Numerous news outlets have by now reported on the contentious memo published by former Google employee, James Damore, in which he criticized his former employer’s efforts to increase diversity in their workforce. The memo, entitled “Google’s Ideological Echo Chamber: How bias clouds our thinking about diversity and inclusion,” claims that Google’s diversity efforts reflect a left-leaning political bias that has repressed open and critical discussion on the fairness and effectiveness of these efforts. Moreover, the memo surmises that the unequal representation of men and women in the tech business is due to natural differences in the distribution of personality traits between men and women, rather than sexism.
Damore’s memo has been roundly criticized for relying on unfounded assumptions about psychological differences between men and women. An August 11 article in Recode, for example, claimed that there is “no evidence that women’s biology makes them incapable of performing at the highest levels in any STEM fields.” Numerous other articles were published pushing back on the lack of evidence presented for Damore’s controversial claims about difference between men and women.

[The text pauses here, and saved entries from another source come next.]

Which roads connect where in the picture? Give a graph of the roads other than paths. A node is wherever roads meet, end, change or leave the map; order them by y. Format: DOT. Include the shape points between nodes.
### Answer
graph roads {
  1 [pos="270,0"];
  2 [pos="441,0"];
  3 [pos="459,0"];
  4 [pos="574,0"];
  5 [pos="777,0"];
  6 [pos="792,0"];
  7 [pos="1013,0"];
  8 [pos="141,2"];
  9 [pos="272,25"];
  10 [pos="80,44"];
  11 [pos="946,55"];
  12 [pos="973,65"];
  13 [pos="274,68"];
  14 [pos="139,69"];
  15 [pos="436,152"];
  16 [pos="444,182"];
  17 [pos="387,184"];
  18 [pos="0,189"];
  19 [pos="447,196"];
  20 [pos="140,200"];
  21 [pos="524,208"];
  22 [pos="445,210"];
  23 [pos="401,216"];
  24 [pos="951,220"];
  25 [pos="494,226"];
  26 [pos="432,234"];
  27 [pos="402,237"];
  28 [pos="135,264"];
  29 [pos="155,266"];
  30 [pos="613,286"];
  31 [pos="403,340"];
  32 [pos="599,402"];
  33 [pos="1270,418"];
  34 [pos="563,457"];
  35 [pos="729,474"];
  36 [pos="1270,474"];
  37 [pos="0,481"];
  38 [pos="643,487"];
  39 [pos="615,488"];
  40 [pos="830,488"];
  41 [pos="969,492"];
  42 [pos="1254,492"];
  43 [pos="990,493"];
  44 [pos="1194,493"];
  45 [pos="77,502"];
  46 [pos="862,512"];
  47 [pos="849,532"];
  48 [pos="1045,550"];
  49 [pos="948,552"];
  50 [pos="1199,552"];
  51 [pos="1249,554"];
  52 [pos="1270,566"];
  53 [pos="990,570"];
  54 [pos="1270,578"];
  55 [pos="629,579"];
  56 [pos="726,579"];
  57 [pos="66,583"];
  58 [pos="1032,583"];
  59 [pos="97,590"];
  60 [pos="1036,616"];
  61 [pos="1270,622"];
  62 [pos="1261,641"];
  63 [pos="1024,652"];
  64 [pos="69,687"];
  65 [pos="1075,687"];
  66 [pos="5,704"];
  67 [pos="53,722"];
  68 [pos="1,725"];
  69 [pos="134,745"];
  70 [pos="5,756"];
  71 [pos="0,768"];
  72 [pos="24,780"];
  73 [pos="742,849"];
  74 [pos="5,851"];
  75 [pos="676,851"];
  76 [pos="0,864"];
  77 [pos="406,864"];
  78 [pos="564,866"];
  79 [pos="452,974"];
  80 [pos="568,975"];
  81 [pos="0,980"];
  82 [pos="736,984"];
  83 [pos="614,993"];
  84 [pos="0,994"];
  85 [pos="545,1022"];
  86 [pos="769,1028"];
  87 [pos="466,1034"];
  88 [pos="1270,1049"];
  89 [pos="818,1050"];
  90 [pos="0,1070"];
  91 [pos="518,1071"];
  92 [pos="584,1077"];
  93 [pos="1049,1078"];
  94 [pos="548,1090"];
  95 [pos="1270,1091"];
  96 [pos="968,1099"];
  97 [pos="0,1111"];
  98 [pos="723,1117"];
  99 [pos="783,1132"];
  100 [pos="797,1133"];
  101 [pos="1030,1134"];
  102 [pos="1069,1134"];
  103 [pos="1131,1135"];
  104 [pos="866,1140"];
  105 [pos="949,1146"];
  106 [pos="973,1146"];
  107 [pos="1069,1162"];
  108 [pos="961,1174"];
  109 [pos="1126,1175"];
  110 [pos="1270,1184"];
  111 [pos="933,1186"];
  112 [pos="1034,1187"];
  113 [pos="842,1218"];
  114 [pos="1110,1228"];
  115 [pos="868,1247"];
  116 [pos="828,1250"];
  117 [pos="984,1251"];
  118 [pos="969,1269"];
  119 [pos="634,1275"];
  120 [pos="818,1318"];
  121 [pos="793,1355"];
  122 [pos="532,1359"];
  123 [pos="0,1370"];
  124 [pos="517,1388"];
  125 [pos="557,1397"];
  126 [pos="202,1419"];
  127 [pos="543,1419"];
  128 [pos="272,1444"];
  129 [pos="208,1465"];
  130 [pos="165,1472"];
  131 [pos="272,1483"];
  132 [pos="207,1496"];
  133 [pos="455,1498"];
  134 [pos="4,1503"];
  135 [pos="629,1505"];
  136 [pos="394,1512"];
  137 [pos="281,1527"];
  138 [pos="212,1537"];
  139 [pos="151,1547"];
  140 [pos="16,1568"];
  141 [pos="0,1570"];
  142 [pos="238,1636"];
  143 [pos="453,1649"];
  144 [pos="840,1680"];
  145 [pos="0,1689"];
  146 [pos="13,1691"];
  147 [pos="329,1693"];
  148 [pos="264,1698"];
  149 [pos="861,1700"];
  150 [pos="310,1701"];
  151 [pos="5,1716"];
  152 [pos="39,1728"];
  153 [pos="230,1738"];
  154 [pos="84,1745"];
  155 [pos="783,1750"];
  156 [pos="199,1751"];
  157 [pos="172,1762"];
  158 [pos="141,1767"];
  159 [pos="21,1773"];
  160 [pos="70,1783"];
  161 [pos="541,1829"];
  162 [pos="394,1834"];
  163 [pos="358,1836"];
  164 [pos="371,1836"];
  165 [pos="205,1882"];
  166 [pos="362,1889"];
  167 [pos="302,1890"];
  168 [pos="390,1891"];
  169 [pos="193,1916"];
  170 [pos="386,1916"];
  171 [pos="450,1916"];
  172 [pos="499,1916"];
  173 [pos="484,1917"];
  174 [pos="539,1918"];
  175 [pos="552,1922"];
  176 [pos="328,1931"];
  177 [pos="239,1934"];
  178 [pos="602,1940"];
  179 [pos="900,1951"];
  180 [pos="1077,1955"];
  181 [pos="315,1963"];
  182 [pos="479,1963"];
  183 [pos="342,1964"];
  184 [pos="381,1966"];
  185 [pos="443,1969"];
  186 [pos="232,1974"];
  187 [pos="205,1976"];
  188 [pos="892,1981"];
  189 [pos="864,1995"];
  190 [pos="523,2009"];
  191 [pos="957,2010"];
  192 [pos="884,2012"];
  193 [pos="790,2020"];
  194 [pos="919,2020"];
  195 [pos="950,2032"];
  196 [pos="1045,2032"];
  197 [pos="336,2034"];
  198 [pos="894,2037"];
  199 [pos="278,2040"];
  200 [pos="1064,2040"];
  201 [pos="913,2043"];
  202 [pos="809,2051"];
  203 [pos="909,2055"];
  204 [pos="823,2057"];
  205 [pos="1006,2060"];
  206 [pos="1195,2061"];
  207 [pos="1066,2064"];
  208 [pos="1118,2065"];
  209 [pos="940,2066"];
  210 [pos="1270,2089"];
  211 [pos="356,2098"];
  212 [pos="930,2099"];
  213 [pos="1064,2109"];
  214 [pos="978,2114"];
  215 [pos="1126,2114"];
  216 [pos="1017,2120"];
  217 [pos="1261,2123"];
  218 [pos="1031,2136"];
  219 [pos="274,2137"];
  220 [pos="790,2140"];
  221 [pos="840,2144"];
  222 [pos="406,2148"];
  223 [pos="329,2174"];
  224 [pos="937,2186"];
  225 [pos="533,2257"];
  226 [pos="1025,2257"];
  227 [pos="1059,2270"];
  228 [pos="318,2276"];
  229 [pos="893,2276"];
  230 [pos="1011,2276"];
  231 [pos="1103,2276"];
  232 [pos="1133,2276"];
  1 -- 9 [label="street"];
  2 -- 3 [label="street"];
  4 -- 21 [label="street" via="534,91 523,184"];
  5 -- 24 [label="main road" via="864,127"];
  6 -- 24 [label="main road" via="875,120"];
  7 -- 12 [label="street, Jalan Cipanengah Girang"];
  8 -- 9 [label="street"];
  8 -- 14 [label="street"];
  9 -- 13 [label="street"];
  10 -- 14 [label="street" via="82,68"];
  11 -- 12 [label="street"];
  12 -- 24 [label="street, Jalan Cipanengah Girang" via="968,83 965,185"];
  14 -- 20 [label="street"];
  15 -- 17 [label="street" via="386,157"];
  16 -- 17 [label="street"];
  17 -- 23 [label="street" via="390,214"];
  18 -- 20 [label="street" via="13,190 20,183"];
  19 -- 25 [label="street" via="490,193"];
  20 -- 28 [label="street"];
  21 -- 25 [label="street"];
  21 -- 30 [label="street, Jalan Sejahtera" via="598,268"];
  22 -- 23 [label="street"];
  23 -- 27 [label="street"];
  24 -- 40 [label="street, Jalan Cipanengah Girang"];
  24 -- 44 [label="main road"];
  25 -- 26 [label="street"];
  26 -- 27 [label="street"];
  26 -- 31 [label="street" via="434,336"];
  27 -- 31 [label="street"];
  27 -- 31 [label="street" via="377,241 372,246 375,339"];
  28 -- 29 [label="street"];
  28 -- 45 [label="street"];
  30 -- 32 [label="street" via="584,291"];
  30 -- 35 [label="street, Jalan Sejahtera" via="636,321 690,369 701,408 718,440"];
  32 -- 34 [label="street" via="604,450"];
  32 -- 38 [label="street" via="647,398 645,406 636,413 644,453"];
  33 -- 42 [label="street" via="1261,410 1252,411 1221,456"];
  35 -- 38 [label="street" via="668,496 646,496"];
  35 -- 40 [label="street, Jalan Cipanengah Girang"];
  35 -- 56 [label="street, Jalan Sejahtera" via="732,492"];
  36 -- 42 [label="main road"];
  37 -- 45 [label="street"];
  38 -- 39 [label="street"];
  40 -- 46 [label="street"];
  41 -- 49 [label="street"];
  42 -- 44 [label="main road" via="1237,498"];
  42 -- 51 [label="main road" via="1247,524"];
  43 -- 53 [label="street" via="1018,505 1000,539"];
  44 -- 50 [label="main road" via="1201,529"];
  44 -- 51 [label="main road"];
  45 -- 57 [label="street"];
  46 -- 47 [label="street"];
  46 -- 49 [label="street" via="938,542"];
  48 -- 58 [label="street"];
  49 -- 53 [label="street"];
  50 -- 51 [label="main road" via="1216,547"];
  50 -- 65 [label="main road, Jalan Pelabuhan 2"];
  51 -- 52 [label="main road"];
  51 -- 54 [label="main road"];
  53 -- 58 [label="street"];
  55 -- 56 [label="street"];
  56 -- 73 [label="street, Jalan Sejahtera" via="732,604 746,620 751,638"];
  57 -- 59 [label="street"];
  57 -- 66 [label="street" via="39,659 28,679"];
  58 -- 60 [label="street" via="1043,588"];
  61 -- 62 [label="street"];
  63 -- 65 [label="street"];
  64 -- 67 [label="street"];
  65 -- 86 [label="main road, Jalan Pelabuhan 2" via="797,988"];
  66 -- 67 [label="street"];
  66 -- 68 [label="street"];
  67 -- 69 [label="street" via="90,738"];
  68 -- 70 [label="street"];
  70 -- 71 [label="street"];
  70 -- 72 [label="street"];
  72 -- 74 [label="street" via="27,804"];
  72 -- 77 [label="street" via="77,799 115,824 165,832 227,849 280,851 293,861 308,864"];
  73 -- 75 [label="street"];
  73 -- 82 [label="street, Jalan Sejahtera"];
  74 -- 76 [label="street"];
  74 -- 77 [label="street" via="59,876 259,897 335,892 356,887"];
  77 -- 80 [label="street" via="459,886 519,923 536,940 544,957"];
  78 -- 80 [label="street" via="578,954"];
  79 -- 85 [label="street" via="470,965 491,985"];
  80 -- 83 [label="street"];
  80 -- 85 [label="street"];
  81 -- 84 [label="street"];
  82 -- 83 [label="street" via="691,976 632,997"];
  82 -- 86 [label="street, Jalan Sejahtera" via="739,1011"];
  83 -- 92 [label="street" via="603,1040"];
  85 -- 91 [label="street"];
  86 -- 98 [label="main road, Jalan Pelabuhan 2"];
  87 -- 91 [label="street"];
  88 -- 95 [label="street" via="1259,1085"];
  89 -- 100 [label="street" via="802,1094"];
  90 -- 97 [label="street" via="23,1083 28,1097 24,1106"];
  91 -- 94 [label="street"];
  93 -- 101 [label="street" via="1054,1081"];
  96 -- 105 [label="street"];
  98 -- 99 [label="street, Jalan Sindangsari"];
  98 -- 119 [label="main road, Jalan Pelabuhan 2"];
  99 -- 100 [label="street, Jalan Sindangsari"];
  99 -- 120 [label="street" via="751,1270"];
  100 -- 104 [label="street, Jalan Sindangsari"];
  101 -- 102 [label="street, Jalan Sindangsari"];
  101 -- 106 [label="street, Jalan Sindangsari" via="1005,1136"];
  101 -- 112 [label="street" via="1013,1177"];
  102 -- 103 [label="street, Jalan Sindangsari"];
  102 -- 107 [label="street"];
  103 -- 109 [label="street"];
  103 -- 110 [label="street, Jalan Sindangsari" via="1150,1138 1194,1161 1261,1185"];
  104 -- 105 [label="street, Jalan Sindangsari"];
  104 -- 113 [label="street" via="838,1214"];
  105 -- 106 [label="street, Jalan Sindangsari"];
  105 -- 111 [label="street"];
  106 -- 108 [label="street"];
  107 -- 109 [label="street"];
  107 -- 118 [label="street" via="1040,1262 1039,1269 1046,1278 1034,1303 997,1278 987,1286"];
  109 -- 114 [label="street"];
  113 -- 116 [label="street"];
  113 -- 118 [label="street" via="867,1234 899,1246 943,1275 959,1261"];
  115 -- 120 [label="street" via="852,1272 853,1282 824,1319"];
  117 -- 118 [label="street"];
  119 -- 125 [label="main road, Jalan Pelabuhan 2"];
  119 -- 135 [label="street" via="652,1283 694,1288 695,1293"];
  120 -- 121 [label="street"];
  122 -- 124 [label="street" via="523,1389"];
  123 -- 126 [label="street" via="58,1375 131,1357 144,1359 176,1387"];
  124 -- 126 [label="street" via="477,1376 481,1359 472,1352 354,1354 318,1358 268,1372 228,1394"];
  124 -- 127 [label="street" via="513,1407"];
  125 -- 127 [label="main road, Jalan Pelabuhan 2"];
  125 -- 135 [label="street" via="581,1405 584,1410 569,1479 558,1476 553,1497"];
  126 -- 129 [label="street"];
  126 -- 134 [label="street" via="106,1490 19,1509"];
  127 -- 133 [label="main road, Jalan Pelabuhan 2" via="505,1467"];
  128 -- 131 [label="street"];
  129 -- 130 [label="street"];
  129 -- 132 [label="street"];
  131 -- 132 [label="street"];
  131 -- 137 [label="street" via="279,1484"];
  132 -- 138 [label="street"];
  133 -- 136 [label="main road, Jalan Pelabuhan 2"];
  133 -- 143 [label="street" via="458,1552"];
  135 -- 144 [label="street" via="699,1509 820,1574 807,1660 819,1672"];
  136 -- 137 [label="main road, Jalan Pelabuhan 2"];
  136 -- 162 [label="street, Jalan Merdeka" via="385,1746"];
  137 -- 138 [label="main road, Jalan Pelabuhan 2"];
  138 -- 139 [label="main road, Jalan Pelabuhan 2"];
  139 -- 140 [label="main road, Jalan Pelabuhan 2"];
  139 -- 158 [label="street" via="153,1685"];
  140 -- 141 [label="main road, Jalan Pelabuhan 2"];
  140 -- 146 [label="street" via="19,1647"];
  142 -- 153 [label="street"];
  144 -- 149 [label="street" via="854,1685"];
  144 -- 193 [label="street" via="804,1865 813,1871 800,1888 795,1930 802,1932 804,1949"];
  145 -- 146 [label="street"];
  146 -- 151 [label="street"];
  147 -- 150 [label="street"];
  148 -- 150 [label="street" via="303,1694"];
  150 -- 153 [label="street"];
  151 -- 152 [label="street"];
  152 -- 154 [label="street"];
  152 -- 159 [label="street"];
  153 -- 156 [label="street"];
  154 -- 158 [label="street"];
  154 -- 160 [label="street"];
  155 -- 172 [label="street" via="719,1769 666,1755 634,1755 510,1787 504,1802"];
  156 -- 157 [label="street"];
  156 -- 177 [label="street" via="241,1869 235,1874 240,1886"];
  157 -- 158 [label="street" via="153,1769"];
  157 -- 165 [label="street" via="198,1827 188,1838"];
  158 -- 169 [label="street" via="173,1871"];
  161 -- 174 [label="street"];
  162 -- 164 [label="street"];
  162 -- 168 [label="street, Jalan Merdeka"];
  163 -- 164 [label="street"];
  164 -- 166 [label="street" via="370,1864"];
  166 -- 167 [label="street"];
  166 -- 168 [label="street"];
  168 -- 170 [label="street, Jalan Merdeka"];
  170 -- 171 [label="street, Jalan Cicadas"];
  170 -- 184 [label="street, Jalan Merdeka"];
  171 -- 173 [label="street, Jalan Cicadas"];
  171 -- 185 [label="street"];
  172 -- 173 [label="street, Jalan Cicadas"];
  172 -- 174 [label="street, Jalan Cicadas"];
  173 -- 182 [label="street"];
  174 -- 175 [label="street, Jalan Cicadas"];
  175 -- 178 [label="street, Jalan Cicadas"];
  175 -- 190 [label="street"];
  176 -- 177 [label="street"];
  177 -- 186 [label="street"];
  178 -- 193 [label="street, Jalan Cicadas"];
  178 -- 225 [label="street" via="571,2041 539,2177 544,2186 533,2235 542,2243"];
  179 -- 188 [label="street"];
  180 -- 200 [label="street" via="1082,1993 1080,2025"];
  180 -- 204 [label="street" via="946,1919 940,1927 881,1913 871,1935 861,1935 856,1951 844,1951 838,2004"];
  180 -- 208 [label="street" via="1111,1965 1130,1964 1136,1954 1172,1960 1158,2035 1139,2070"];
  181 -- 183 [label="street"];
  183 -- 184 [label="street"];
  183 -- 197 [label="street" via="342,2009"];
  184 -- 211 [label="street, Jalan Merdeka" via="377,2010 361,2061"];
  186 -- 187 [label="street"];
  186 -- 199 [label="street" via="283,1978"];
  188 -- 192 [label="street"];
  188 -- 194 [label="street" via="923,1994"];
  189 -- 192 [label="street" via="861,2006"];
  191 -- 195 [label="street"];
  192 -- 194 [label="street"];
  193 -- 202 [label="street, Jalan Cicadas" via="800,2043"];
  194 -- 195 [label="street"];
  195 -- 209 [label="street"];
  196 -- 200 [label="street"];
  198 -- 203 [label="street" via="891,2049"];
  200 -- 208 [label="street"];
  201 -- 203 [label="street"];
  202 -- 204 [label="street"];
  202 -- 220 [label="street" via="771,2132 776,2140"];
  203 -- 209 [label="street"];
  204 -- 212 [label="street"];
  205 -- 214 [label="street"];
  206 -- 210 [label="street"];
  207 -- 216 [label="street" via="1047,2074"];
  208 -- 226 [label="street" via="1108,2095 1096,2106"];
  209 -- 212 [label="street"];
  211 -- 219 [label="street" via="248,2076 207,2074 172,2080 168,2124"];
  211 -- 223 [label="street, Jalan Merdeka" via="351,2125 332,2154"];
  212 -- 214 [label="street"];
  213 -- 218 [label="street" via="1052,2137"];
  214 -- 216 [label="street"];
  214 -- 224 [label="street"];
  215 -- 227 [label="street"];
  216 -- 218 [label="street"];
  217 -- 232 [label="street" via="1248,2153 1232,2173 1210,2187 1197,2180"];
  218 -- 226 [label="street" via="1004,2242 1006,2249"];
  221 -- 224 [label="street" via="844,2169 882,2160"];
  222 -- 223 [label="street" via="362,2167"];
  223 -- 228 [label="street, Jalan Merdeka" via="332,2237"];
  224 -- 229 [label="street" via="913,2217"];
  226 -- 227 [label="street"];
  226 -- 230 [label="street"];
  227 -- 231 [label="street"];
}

Damore was fired for posting this memo, soon after a large public backlash ensued; Google claimed that Damore had violated company policy by “advancing harmful gender stereotypes.” Damore has indicated that he intends to sue Google for illegally firing him. While at-will employees generally have little protection against firing, some protection exists in the National Labor Relations Act (NLRA). According to Fortune, the NLRA bars employers from prohibiting employees from organizing unions or engaging in concerted activities aimed at improving the workplace. Fortune speculated that Damore could claim that his memo amounted to such concerted activities to improve the workplace. Damore may also claim that Google fired him because he filed a complaint with the National Labor Relations Board. If so, that would constitute illegal retaliation.
Whether or not Damore has a strong legal case, I do not know. Generally speaking, though, it seems to be an uphill battle for any at-will employee fighting a dismissal based on the content of their speech. The First Amendment of the US Constitution does not protect you from being fired if your boss happens to not like what you say. A Winter 2015 article in Insights (a publication of the American Bar Association) reported several cases where such firings occurred. One individual was fired because of a John Kerry bumper sticker on her car, another individual was fired for discussing his socialist views on a local radio program, and another individual was apparently fired after his boss thought a blog post he wrote on homophones would associate their workplace with “the gay agenda.”
These employers seem rightly deserving of criticism for their questionable firing decisions. The above examples of speech seem unrelated to whether the employees could successfully perform their job responsibilities. Additionally, many Americans already think that employees are legally protected from this kind of retaliation for political speech. They are not, but should they be?
It is important to note differences in the cases cited in Insights and the case of James Damore. While the fact that an employee supports a presidential candidate that the boss dislikes seems irrelevant to questions concerning the employee’s ability to perform job responsibilities, the content and potential consequences of James Damore’s memo seem more relevant to job-related responsibilities. Damore has female colleagues with which he already does or may have to work on projects. Female colleagues would be understandably hesitant to work with Damore, given that he has publicly questioned their basic competences at work. Google has a clear business-related interest in avoiding a hostile workplace.
Moreover, one might emphasize that the employment relationship is a contract between two private entities for mutual benefit. Preventing an employer from being able to end that relationship when the employer deems it no longer mutually beneficial would appear to infringe on the employer’s right to freedom of association. Likewise, let us not forget that the employee also has the right to unilaterally terminate his or her employment with the company.
The above consideration concerning the nature of the employment contract leans heavily on the idea of legal equality between the employee and the employer in the employment relationship. This legal equality differs from what we might identify as a broader notion of political or social equality, which takes into account not only the legally codified aspects of a relationship, but also how those relationships play out in the real world, given the existence of other forms of inequality.
Consider one obvious power differential that exists between most employees and their employers. For employees, their job-related income is likely their primary or only source of income. Losing that job unexpectedly would place them in a precarious financial situation. For employers, the loss of one employee (even a particularly effective one) is not likely to jeopardize the financial health of the organization. In practice, this provides an employer enormous leverage over his or her employees. Employees fear displeasing their bosses and losing their jobs. They may be already self-censoring their speech to avoid angering their bosses in the first place.
Elizabeth Anderson has argued that the point of equality as a political ideal is to rectify just such situations of political inequality, where, for example, employers treat employees as subservient peons. Egalitarian justice, for Anderson, aims to end oppression and “create a community in which people stand in relations of equality to others.” In order to ensure that employees stand in relations of equality to their employers, legal protections may have to be enacted that favor the employees and, thus, tilt the playing field back in their direction.